Jona est le premier personnage que l'on croise. Il doit partir le lendemain à Berlin, pour rejoindre sa femme avec laquelle il est marié depuis peu. Aucun de ses amis n'est disponible pour fêter ce départ, alors Jona décide d'aller, une dernière fois, à la rencontre de la nuit parisienne. Il croise le chemin de Buzz, un ami qu'il aurait probablement préféré oublier, tant le personnage est encombrant. Physiquement imposant, Buzz est volontiers bagarreur, dragueur lourdingue et consommateur de drogue. Il sort à peine de prison et il est bien le seul, dans la nuit, à proposer à Jona une virée mémorable qui, par son côté chaotique, finit par faire ressortir le sens véritable de l'amitié.
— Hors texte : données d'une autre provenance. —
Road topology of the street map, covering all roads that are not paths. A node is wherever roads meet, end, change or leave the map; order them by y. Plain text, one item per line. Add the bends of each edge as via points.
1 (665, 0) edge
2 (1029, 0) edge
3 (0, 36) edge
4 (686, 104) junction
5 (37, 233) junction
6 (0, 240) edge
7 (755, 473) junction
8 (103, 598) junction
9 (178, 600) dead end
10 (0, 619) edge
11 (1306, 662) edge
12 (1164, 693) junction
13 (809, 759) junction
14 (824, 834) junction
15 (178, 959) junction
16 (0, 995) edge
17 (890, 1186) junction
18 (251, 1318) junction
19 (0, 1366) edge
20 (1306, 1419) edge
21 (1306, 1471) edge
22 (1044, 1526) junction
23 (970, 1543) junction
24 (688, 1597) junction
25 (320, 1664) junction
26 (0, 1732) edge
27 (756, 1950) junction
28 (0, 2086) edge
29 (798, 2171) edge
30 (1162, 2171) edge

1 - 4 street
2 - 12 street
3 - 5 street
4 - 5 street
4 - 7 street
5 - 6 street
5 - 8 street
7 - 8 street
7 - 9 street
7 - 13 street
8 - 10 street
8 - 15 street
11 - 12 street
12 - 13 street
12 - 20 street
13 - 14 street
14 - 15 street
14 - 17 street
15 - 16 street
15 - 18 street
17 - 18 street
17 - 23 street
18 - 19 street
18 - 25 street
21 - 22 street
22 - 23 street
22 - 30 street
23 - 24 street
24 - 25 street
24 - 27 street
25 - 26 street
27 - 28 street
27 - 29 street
Connu sous le nom de Baron Samedi, Rodolphe a perdu le goût de la fête. Son beau personnage héroïque, habillé de costumes excentriques et toujours prêt à toutes les folies nocturnes, s'encombre au début de l'histoire d'un vulgaire paquet de papier toilette, triste symbole d'un train-train emmerdant. Au fil de la soirée, aidé par quelques substances illicites, Rodolphe renaît, cependant, retrouve sa joie et accepte le jour nouveau.

Le dernier personnage, Victoria, traverse elle aussi une mauvaise passe. Entourée par sa soeur, son ex et la compagne de celui-ci, Victoria traduit son mal-être en indécision irritante. C'est le goût de la fête et par conséquent, celui de la vie, qui lui manque, malgré toutes les attentions de sa soeurette, malgré toute la bonne volonté de ceux et celles qui l'entourent et sont prêts à faire (presque) n'importe quoi pour la divertir, à l'image de la soi-disant hypnotiseuse. Tout ce que peut offrir Paris la nuit en clubs, boîte et bars ne suffiront pas. Il n'y qu'auprès d'un chauffeur de taxi volontiers mythomane qu'une lueur d'espoir brillera bien faiblement.

Esthétiquement superbe, l'album de Brecht Evens est un remarquable road-trip excessivement coloré et génialement aquarellé. Pas de bulles qui pourraient cacher une partie du travail de l'auteur belge : l'identification des locuteurs se fait selon la couleur des lettres. le niveau de détail, à chaque page, est incroyable, reflétant à merveille le véritable fourmillement de la vie nocturne parisienne. L'ambition du scénario, de suivre trois personnages durant une nuit entière, se reflète dans cette forme très libérée de bande-dessinée : chaque personnage dessiné semble avoir sa vie propre, et cela contribue fortement au réalisme de l'oeuvre. Brecht Evens alterne entre les plans serrés sur un groupe de personnages, perçus comme dans une bulle, et des plans élargis où l'on voit tout de la scène, où l'on comprend le caractère pour ainsi dire monstrueux de la fête. On peut y voir une prétention de l'auteur à montrer toutes les interactions sociales qui se passent en même temps dans un même lieu. de ce point de vue, Les Rigoles apparaît comme un album très ambitieux de ce point de vue. Et force est de constater que Brecht Evens se donne les moyens de son ambition.